Paul Backus <snarwin gmail.com> writes:

On Tuesday, 14 May 2024 at 06:59:16 UTC, Dom DiSc wrote:
 On Sunday, 12 May 2024 at 20:20:10 UTC, Nick Treleaven wrote:
 What about comparisons between incompatible signed and 
 unsigned, deprecate too?

 We have a working solution that always returns the correct 
 result (see https://issues.dlang.org/show_bug.cgi?id=259). I 
 never understood why anyone would rely on a wrong comparison 
 result, so this should not be considered a breaking change.

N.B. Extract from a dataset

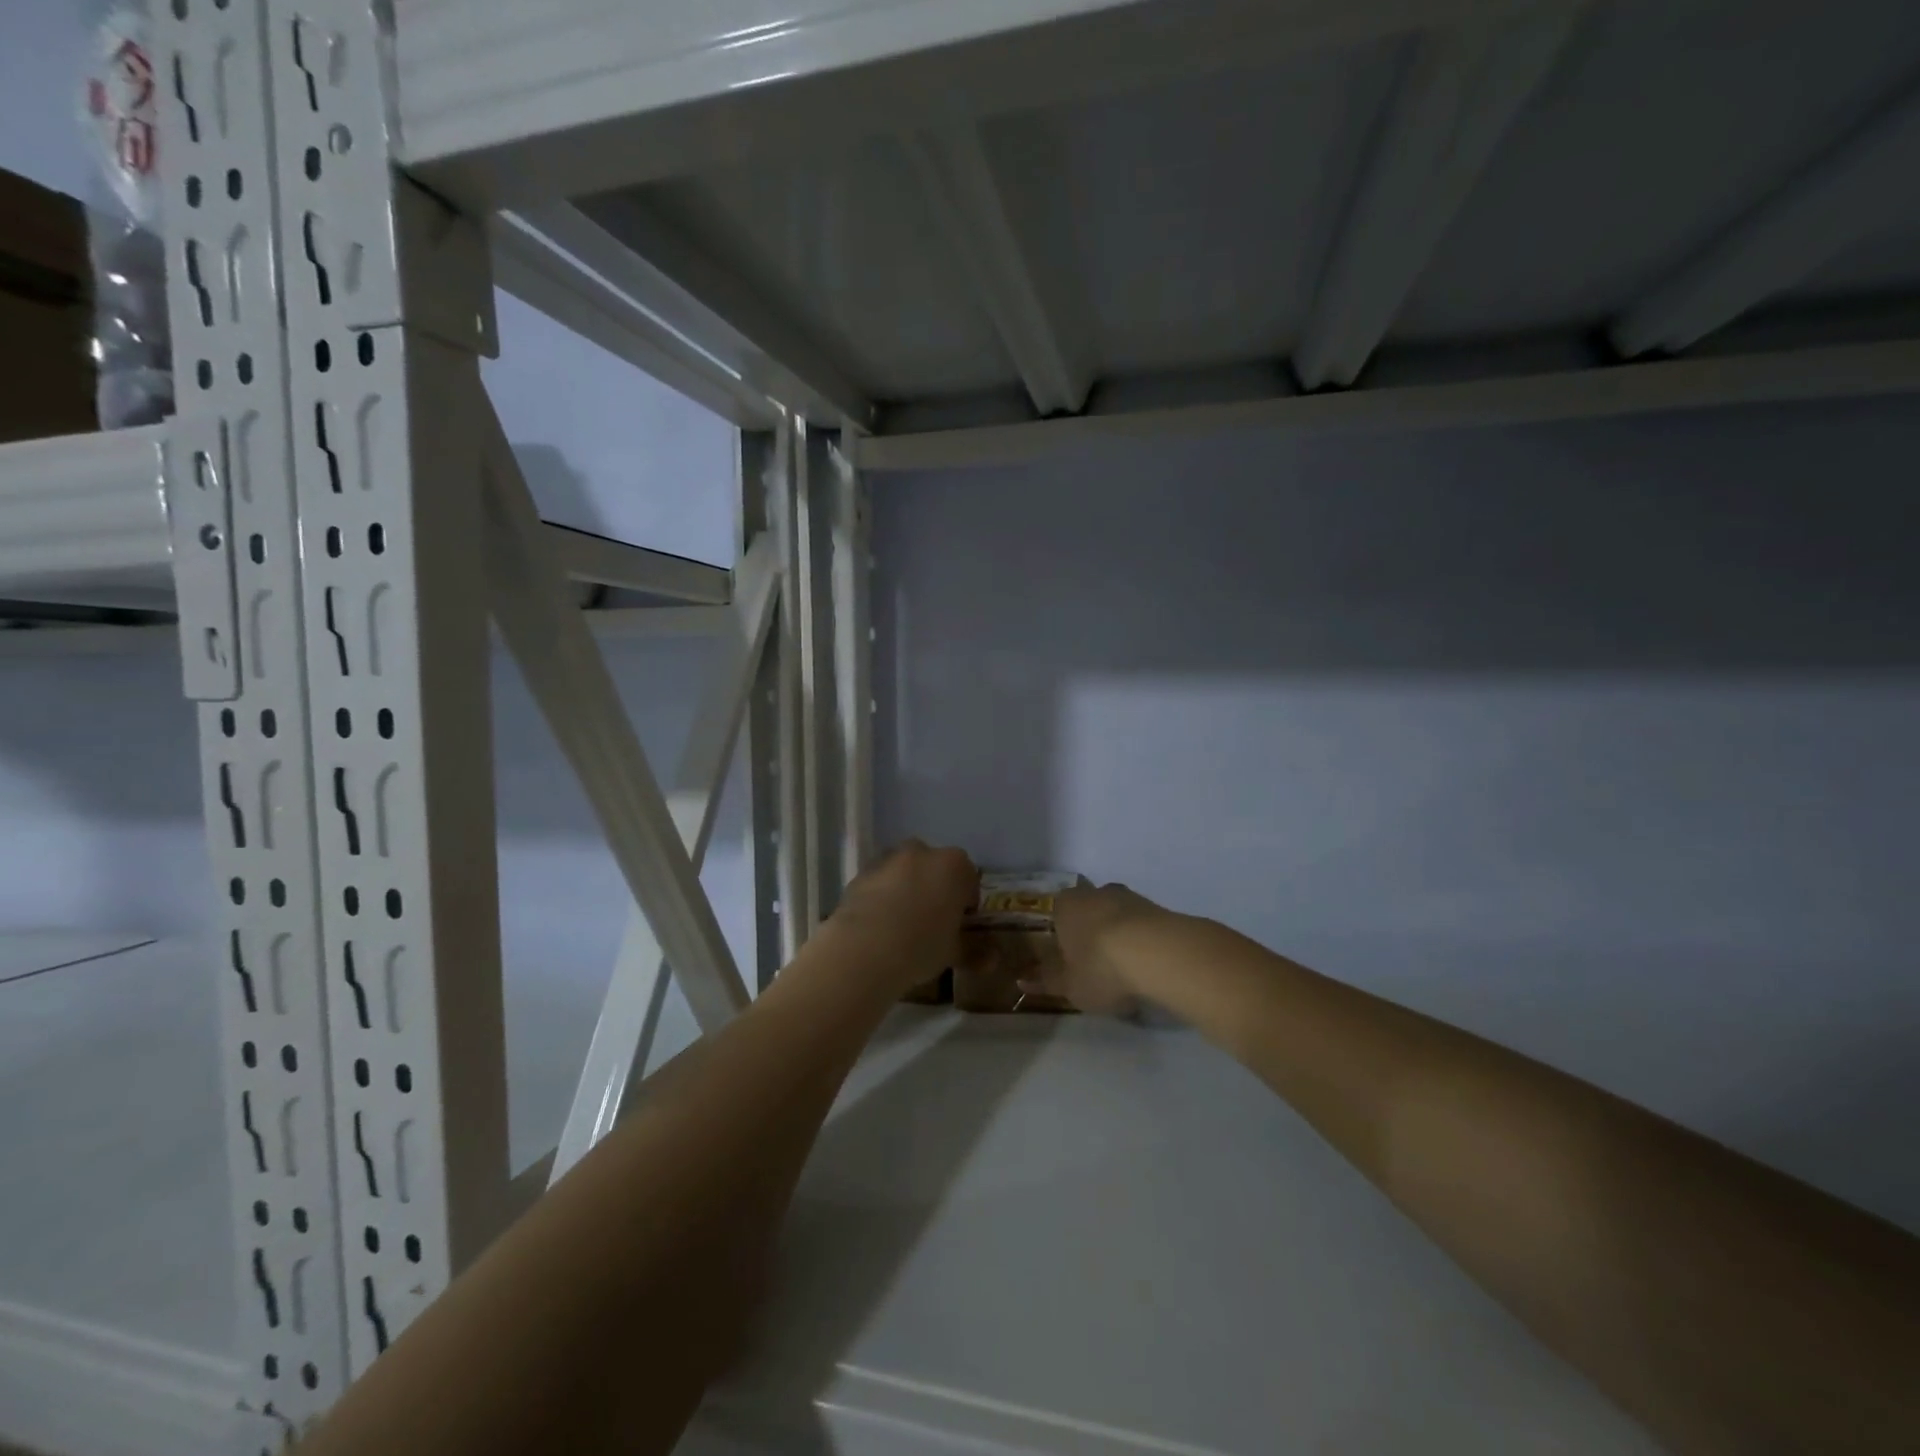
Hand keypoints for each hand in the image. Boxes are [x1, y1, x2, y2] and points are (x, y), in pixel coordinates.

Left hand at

As I said in my reply to Nick, this proposal makes no distinction 
between conversions done in the context of a comparison and 
conversions done in any other context.

I would rather not introduce a special case for comparisons, 
since special cases generally make the language more complex and 
harder to use. However, if you think this is a good idea, I 
encourage you to submit it as a separate proposal.

May 14 2024

Paul Backus <snarwin gmail.com> writes:

On Sunday, 12 May 2024 at 20:20:10 UTC, Nick Treleaven wrote:
 Signed to unsigned should be deprecated (except where VRP can 
 tell the source was not negative).

 Unsigned to signed can preserve the value range when the signed 
 type is bigger than the unsigned type, e.g.:

     extern ubyte x;
     short y = x; // OK, short.max >= ubyte.max
     byte z = x;  // Deprecate, byte.max < ubyte.max

Agreed.

 `cast` can be bug-prone if the original type gets changed. It 
 would be better to have druntime template functions `signed` 
 and `unsigned` to do the casts with IFTI to avoid changing the 
 size of the type.

I assume by "changing the size of the type" you are referring 
specifically to *narrowing* conversions, not widening ones. If 
so, then yes, it's probably a good idea to use a helper template 
to avoid that.

 In many cases, migration could be performed automatically with 
 a tool that uses the DMD frontend as a library.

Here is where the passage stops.